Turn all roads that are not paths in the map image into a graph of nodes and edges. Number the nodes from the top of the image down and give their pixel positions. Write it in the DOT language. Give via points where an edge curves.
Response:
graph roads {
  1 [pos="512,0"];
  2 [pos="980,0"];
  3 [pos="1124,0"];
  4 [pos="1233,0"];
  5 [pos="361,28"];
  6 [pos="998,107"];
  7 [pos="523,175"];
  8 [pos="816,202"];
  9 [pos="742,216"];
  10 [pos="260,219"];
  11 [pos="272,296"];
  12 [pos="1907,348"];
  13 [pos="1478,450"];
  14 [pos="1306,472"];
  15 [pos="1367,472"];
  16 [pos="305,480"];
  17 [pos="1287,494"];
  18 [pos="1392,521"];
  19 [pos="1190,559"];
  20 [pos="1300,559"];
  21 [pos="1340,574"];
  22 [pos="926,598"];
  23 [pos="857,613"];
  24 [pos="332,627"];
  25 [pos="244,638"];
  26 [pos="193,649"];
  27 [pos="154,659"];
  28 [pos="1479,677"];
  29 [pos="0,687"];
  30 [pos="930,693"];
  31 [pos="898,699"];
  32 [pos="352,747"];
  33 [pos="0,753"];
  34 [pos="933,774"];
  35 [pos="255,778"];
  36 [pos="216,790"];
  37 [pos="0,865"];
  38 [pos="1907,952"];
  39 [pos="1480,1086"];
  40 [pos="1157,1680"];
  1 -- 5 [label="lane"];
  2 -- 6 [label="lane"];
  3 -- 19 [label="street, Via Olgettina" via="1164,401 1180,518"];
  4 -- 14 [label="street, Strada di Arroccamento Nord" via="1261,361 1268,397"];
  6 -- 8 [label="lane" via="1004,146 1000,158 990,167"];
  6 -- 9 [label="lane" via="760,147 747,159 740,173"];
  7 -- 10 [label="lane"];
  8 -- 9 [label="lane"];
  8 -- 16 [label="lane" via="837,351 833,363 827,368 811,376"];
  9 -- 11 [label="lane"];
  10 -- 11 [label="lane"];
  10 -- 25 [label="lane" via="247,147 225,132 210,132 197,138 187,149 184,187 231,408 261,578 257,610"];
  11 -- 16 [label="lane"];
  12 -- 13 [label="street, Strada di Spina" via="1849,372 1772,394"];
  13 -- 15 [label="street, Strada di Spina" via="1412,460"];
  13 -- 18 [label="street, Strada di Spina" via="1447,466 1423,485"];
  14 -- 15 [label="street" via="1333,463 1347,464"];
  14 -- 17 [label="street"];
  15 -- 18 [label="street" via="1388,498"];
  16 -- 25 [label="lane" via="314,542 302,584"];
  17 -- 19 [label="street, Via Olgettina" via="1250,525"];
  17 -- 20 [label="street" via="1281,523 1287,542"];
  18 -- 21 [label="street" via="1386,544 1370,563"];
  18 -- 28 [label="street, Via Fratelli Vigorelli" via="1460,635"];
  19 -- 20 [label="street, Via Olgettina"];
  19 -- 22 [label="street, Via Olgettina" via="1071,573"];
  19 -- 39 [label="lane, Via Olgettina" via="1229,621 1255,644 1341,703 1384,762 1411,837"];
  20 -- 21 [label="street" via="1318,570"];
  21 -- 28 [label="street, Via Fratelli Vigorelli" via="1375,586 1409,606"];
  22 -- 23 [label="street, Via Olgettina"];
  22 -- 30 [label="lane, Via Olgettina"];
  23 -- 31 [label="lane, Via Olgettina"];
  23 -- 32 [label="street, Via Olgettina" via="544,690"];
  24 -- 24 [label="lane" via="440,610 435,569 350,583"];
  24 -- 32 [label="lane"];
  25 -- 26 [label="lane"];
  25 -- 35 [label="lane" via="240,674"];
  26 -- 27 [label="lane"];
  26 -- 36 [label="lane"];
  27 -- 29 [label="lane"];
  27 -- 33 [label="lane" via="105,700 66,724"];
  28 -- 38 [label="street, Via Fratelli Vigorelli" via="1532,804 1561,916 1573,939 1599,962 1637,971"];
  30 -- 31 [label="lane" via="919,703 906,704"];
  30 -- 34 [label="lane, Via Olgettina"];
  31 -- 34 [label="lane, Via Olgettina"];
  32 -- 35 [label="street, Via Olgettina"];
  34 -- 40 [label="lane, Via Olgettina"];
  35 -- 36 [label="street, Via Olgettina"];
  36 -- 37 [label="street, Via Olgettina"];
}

:::

[WHAT THE TASK ASKS]: Using the exact wording, write out all of the records.

[ANSWER BOX]:
Turn all roads that are not paths in the map image into a graph of nodes and edges. Number the nodes from the top of the image down and give their pixel positions. Write it in the DOT language. Give via points where an edge curves.
Response:
graph roads {
  1 [pos="512,0"];
  2 [pos="980,0"];
  3 [pos="1124,0"];
  4 [pos="1233,0"];
  5 [pos="361,28"];
  6 [pos="998,107"];
  7 [pos="523,175"];
  8 [pos="816,202"];
  9 [pos="742,216"];
  10 [pos="260,219"];
  11 [pos="272,296"];
  12 [pos="1907,348"];
  13 [pos="1478,450"];
  14 [pos="1306,472"];
  15 [pos="1367,472"];
  16 [pos="305,480"];
  17 [pos="1287,494"];
  18 [pos="1392,521"];
  19 [pos="1190,559"];
  20 [pos="1300,559"];
  21 [pos="1340,574"];
  22 [pos="926,598"];
  23 [pos="857,613"];
  24 [pos="332,627"];
  25 [pos="244,638"];
  26 [pos="193,649"];
  27 [pos="154,659"];
  28 [pos="1479,677"];
  29 [pos="0,687"];
  30 [pos="930,693"];
  31 [pos="898,699"];
  32 [pos="352,747"];
  33 [pos="0,753"];
  34 [pos="933,774"];
  35 [pos="255,778"];
  36 [pos="216,790"];
  37 [pos="0,865"];
  38 [pos="1907,952"];
  39 [pos="1480,1086"];
  40 [pos="1157,1680"];
  1 -- 5 [label="lane"];
  2 -- 6 [label="lane"];
  3 -- 19 [label="street, Via Olgettina" via="1164,401 1180,518"];
  4 -- 14 [label="street, Strada di Arroccamento Nord" via="1261,361 1268,397"];
  6 -- 8 [label="lane" via="1004,146 1000,158 990,167"];
  6 -- 9 [label="lane" via="760,147 747,159 740,173"];
  7 -- 10 [label="lane"];
  8 -- 9 [label="lane"];
  8 -- 16 [label="lane" via="837,351 833,363 827,368 811,376"];
  9 -- 11 [label="lane"];
  10 -- 11 [label="lane"];
  10 -- 25 [label="lane" via="247,147 225,132 210,132 197,138 187,149 184,187 231,408 261,578 257,610"];
  11 -- 16 [label="lane"];
  12 -- 13 [label="street, Strada di Spina" via="1849,372 1772,394"];
  13 -- 15 [label="street, Strada di Spina" via="1412,460"];
  13 -- 18 [label="street, Strada di Spina" via="1447,466 1423,485"];
  14 -- 15 [label="street" via="1333,463 1347,464"];
  14 -- 17 [label="street"];
  15 -- 18 [label="street" via="1388,498"];
  16 -- 25 [label="lane" via="314,542 302,584"];
  17 -- 19 [label="street, Via Olgettina" via="1250,525"];
  17 -- 20 [label="street" via="1281,523 1287,542"];
  18 -- 21 [label="street" via="1386,544 1370,563"];
  18 -- 28 [label="street, Via Fratelli Vigorelli" via="1460,635"];
  19 -- 20 [label="street, Via Olgettina"];
  19 -- 22 [label="street, Via Olgettina" via="1071,573"];
  19 -- 39 [label="lane, Via Olgettina" via="1229,621 1255,644 1341,703 1384,762 1411,837"];
  20 -- 21 [label="street" via="1318,570"];
  21 -- 28 [label="street, Via Fratelli Vigorelli" via="1375,586 1409,606"];
  22 -- 23 [label="street, Via Olgettina"];
  22 -- 30 [label="lane, Via Olgettina"];
  23 -- 31 [label="lane, Via Olgettina"];
  23 -- 32 [label="street, Via Olgettina" via="544,690"];
  24 -- 24 [label="lane" via="440,610 435,569 350,583"];
  24 -- 32 [label="lane"];
  25 -- 26 [label="lane"];
  25 -- 35 [label="lane" via="240,674"];
  26 -- 27 [label="lane"];
  26 -- 36 [label="lane"];
  27 -- 29 [label="lane"];
  27 -- 33 [label="lane" via="105,700 66,724"];
  28 -- 38 [label="street, Via Fratelli Vigorelli" via="1532,804 1561,916 1573,939 1599,962 1637,971"];
  30 -- 31 [label="lane" via="919,703 906,704"];
  30 -- 34 [label="lane, Via Olgettina"];
  31 -- 34 [label="lane, Via Olgettina"];
  32 -- 35 [label="street, Via Olgettina"];
  34 -- 40 [label="lane, Via Olgettina"];
  35 -- 36 [label="street, Via Olgettina"];
  36 -- 37 [label="street, Via Olgettina"];
}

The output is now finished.